§ Goal of the exercise:
Transcribe exactly the lines from the top of the records below through the line that holds "Digitize the connectivity of all roads that", both included, with no pictures.

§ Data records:
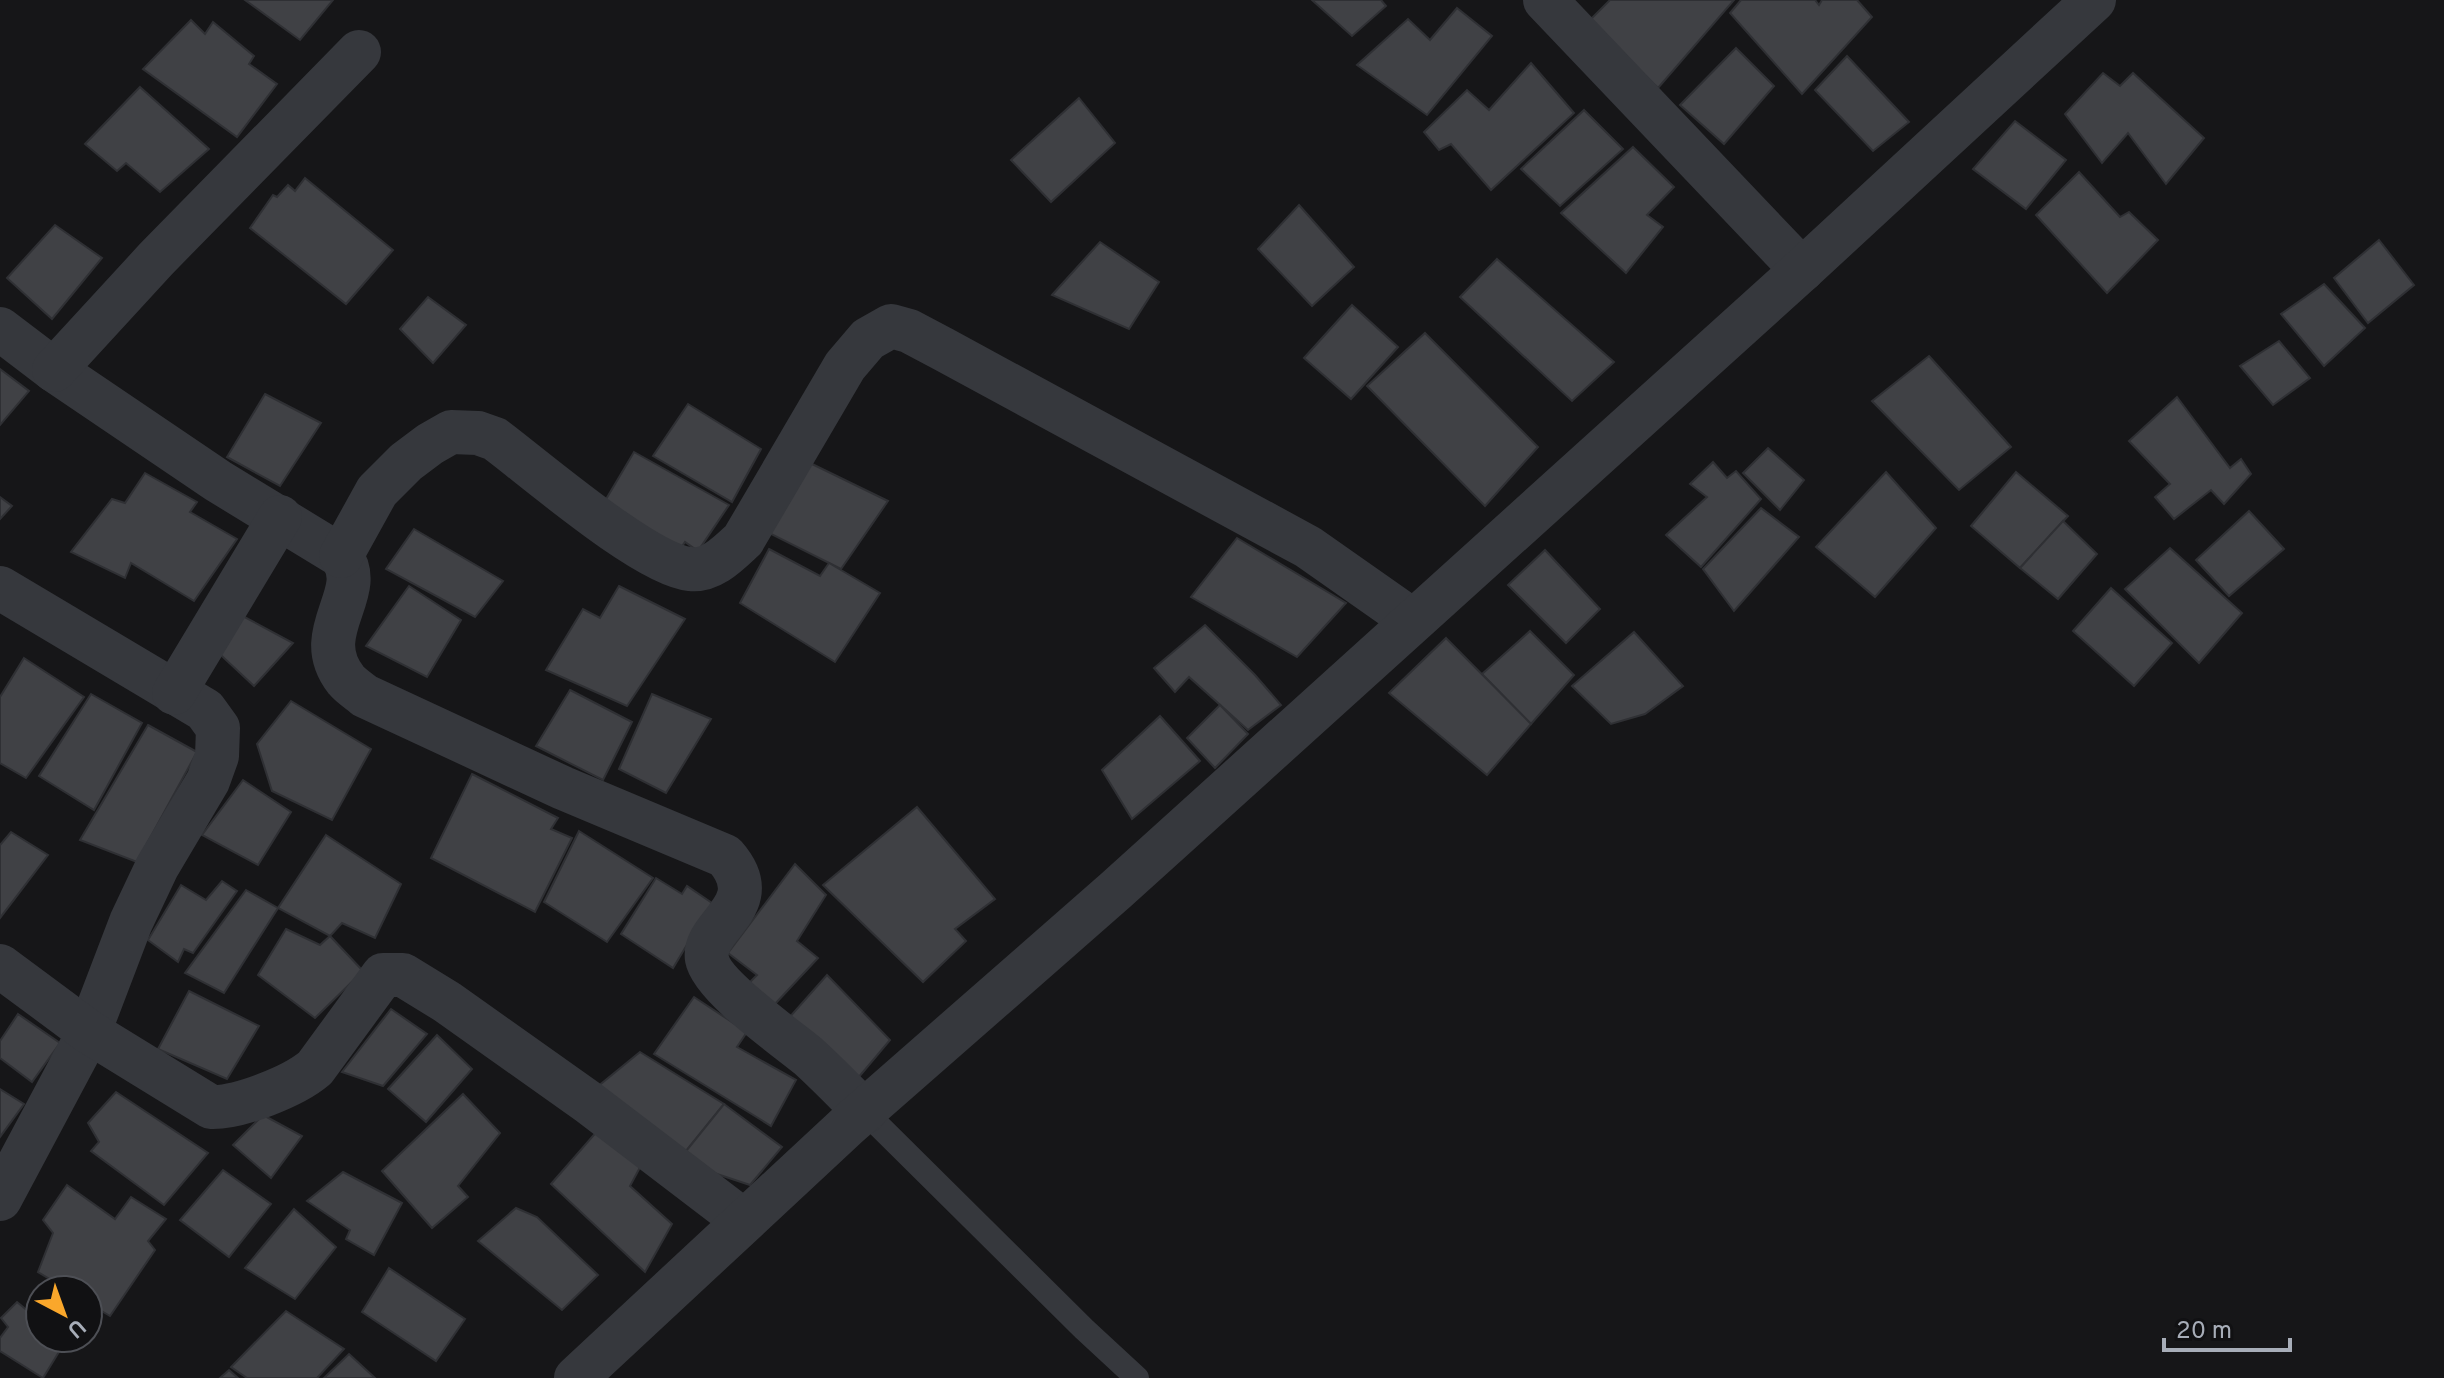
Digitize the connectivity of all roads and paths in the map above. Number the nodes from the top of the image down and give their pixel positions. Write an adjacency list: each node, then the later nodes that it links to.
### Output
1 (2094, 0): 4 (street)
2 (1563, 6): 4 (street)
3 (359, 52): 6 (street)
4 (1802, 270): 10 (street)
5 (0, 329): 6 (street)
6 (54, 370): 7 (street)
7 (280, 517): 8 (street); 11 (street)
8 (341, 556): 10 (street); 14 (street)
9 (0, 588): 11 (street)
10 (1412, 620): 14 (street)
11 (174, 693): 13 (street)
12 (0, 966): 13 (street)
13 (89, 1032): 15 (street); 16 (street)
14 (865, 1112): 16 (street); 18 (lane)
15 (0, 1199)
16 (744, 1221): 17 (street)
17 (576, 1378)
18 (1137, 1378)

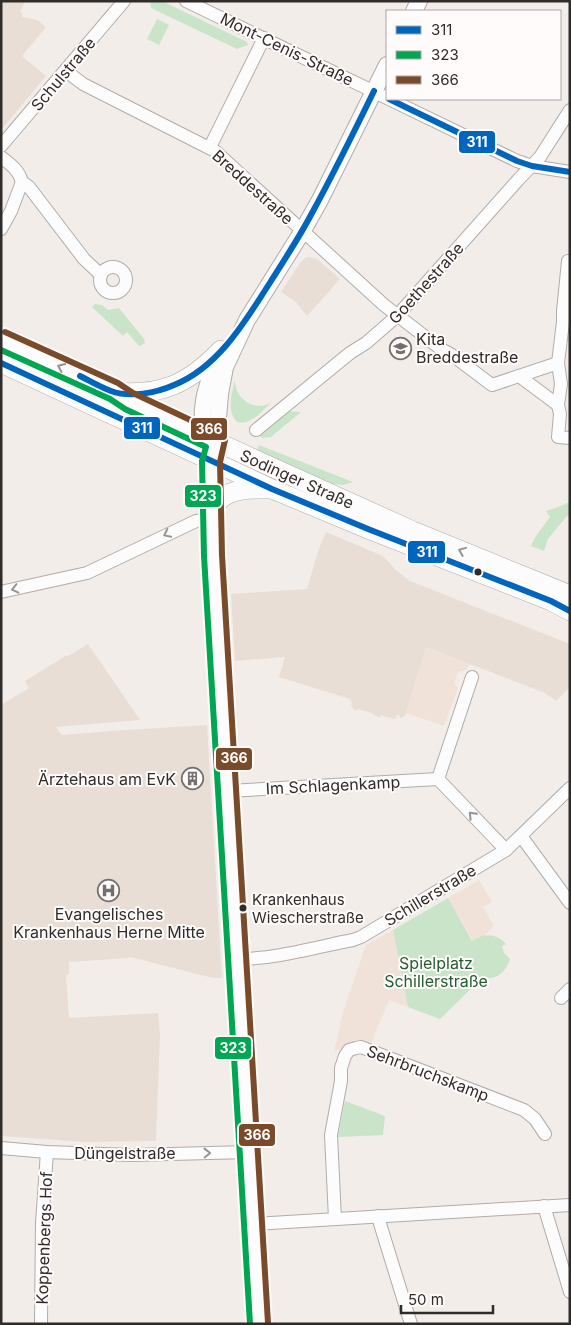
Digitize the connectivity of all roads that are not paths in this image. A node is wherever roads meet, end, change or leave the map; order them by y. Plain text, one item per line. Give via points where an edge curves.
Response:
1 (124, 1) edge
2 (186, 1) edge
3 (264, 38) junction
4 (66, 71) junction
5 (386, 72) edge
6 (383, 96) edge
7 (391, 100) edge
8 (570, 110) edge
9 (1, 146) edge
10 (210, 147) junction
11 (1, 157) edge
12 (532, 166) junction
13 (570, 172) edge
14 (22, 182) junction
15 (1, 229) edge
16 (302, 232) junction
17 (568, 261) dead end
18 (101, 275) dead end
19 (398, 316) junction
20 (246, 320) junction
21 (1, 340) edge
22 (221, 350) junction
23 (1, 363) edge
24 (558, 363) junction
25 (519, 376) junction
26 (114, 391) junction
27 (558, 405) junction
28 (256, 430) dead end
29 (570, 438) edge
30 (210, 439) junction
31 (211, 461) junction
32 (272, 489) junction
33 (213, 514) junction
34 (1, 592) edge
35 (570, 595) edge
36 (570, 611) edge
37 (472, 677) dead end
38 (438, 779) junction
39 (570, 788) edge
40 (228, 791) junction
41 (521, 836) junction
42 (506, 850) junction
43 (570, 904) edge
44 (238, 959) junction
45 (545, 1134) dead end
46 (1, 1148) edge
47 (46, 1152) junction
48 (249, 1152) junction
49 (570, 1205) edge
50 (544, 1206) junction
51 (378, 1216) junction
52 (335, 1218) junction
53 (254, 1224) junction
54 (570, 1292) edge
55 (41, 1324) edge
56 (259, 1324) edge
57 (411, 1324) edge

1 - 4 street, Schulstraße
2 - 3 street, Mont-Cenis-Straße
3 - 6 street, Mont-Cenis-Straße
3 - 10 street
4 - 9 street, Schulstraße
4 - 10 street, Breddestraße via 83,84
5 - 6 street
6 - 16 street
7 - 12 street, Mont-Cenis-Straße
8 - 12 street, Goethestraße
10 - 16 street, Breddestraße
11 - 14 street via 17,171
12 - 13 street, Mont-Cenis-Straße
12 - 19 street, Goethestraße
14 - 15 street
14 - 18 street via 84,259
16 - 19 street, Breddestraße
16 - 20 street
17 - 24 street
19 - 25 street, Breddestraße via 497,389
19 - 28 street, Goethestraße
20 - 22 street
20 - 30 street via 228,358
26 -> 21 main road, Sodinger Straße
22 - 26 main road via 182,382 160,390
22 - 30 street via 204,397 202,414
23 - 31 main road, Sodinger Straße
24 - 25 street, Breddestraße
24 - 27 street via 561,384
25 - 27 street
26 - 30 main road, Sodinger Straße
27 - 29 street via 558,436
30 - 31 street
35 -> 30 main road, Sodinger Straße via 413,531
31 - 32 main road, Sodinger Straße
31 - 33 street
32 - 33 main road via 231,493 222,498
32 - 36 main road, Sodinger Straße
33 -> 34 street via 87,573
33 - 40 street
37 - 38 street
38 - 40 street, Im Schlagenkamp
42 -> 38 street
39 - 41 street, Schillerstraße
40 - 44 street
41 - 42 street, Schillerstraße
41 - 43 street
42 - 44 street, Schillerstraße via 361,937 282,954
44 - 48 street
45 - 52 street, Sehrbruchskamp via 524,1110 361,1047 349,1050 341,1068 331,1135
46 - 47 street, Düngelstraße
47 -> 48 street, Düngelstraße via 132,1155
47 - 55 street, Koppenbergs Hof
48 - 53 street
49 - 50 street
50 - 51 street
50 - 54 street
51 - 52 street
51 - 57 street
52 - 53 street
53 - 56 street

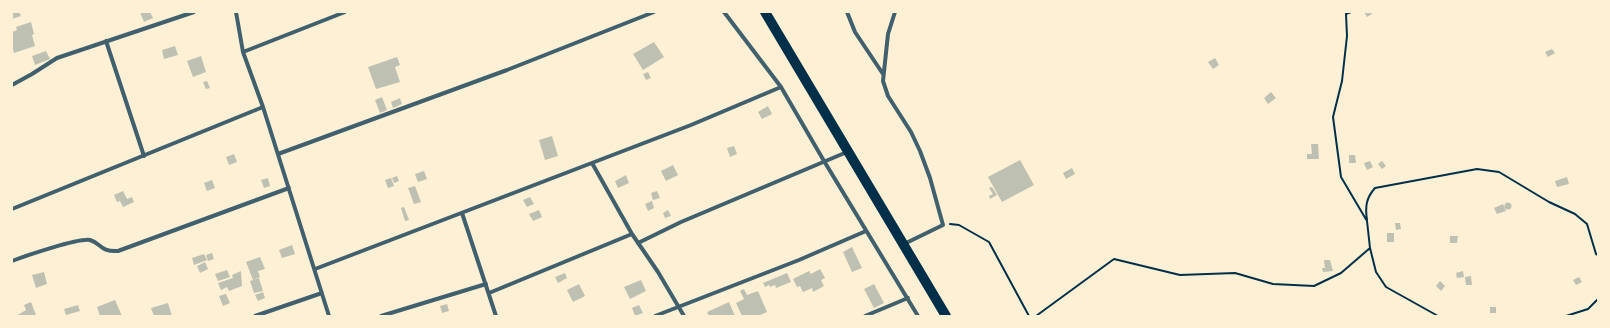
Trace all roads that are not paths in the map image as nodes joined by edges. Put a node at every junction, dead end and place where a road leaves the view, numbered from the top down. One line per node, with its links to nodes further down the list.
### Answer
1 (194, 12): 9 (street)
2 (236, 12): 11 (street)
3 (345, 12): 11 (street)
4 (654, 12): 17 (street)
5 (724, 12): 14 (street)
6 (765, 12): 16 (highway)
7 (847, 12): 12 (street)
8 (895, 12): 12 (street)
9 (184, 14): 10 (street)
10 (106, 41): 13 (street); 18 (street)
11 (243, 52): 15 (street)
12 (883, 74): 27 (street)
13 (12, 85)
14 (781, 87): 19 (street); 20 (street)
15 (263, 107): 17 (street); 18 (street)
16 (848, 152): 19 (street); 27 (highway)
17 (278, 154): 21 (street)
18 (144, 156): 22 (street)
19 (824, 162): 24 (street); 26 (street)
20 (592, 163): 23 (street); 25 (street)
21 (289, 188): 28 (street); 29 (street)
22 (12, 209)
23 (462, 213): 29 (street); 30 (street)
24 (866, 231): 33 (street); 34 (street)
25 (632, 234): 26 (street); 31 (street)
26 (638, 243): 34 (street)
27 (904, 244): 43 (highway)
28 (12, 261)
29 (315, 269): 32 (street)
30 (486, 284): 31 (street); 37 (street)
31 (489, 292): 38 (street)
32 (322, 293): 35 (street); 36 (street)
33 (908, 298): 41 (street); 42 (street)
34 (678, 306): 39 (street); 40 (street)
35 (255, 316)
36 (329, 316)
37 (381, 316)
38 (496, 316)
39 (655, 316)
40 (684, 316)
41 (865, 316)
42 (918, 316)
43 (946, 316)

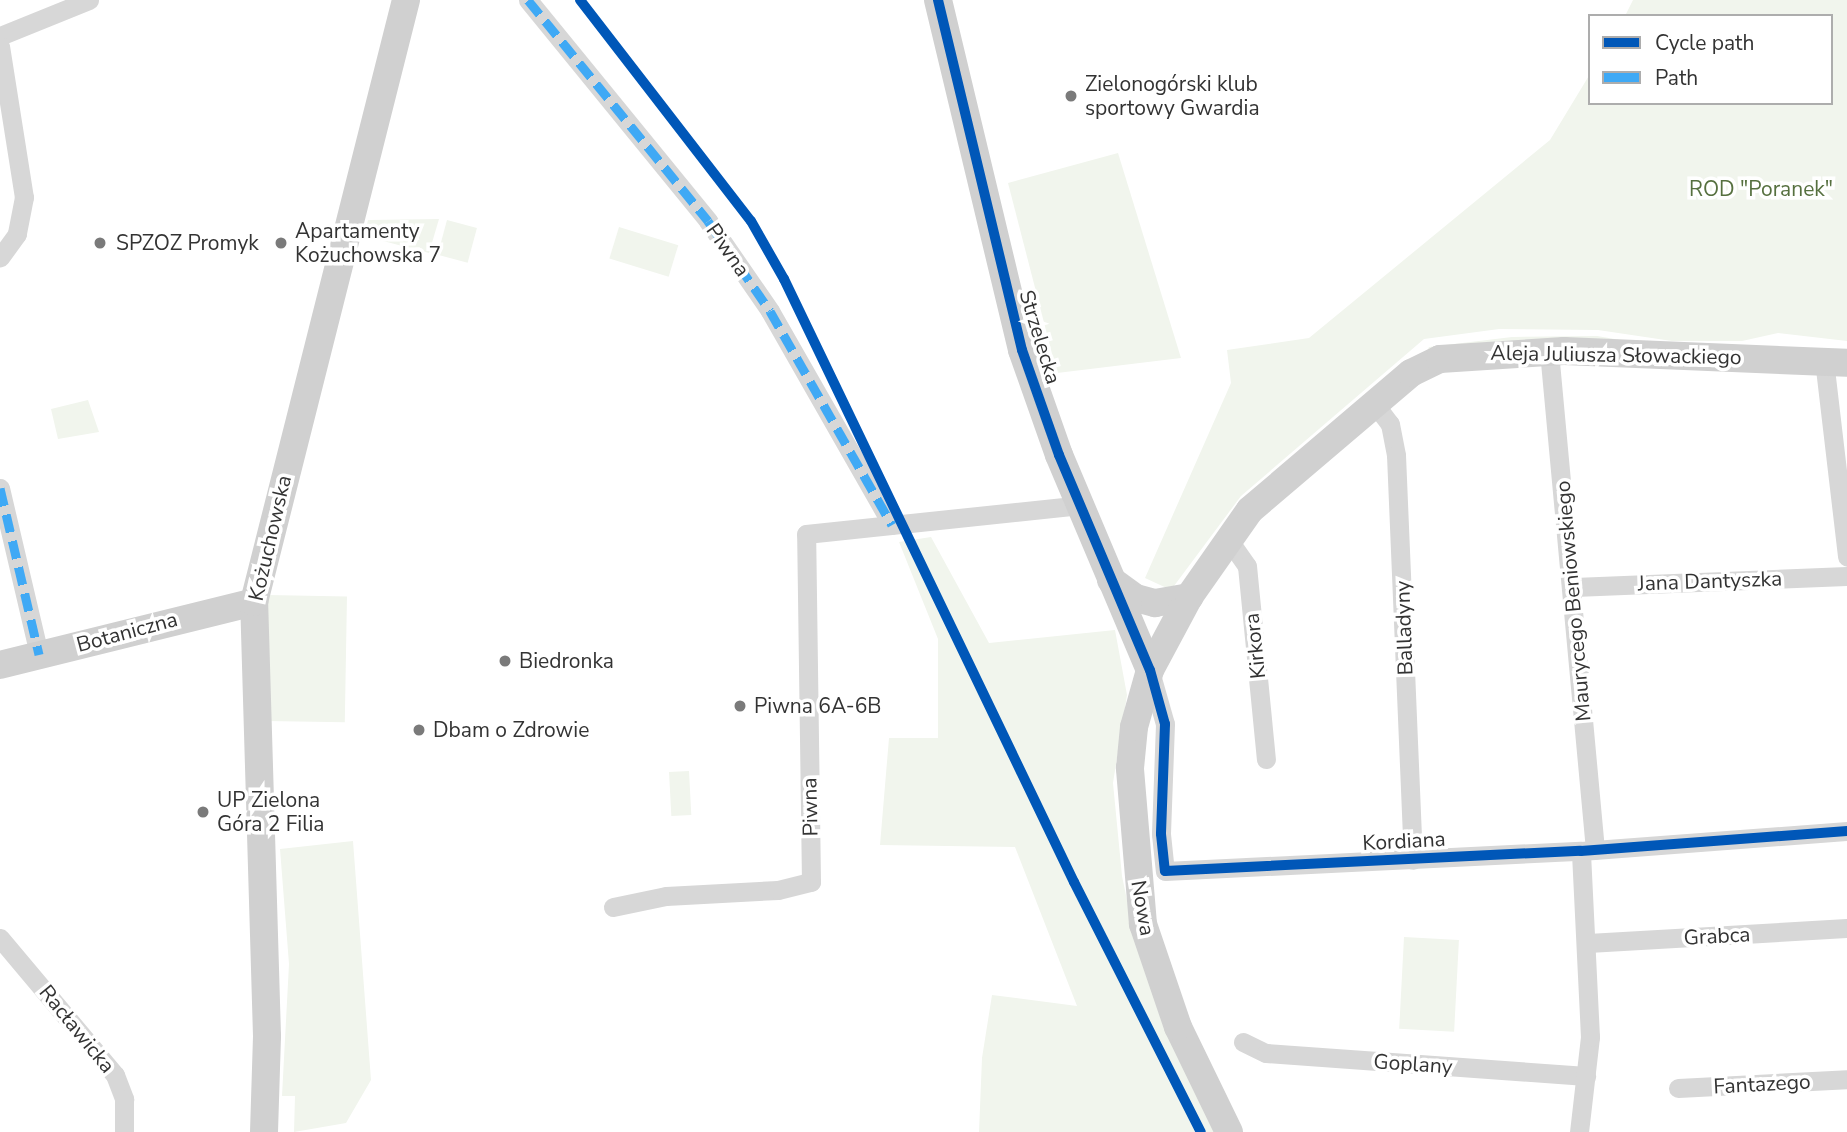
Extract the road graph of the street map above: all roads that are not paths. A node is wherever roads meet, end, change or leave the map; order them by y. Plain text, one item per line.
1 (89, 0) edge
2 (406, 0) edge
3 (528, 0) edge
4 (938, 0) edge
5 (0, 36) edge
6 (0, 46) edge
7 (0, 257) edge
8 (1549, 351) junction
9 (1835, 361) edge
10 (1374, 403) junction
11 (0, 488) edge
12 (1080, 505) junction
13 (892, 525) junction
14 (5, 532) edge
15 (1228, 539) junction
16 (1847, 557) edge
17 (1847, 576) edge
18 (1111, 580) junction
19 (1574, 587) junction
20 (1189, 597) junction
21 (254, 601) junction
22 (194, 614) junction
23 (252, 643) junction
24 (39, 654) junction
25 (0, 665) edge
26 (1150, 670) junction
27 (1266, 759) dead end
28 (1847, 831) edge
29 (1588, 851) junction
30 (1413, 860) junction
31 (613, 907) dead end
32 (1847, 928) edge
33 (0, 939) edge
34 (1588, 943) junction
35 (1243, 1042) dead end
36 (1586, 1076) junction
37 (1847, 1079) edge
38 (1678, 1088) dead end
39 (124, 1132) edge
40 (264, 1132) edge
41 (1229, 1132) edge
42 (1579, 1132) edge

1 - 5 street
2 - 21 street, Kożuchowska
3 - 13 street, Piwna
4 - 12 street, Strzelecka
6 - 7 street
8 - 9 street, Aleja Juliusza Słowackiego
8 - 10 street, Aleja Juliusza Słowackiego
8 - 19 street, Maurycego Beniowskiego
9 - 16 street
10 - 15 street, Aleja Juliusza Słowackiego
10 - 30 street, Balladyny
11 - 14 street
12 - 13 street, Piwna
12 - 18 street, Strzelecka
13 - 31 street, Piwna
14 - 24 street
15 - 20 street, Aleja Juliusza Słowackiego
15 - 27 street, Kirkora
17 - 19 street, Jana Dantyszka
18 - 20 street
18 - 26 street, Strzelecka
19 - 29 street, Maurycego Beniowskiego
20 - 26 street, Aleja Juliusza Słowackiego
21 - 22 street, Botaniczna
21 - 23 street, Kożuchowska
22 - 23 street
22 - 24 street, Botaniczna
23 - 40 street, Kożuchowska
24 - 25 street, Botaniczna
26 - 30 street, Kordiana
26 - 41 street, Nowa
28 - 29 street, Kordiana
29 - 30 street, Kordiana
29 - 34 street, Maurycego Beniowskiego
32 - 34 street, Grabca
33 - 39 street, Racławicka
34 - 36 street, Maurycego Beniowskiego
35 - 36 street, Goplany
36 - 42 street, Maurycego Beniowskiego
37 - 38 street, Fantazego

§ Response to the task:
Digitize the connectivity of all roads and paths in the map above. Number the nodes from the top of the image down and give their pixel positions. Write an adjacency list: each node, then the later nodes that it links to.
### Output
1 (2094, 0): 4 (street)
2 (1563, 6): 4 (street)
3 (359, 52): 6 (street)
4 (1802, 270): 10 (street)
5 (0, 329): 6 (street)
6 (54, 370): 7 (street)
7 (280, 517): 8 (street); 11 (street)
8 (341, 556): 10 (street); 14 (street)
9 (0, 588): 11 (street)
10 (1412, 620): 14 (street)
11 (174, 693): 13 (street)
12 (0, 966): 13 (street)
13 (89, 1032): 15 (street); 16 (street)
14 (865, 1112): 16 (street); 18 (lane)
15 (0, 1199)
16 (744, 1221): 17 (street)
17 (576, 1378)
18 (1137, 1378)

Digitize the connectivity of all roads that are not paths in this image. A node is wherever roads meet, end, change or leave the map; order them by y. Plain text, one item per line. Give via points where an edge curves.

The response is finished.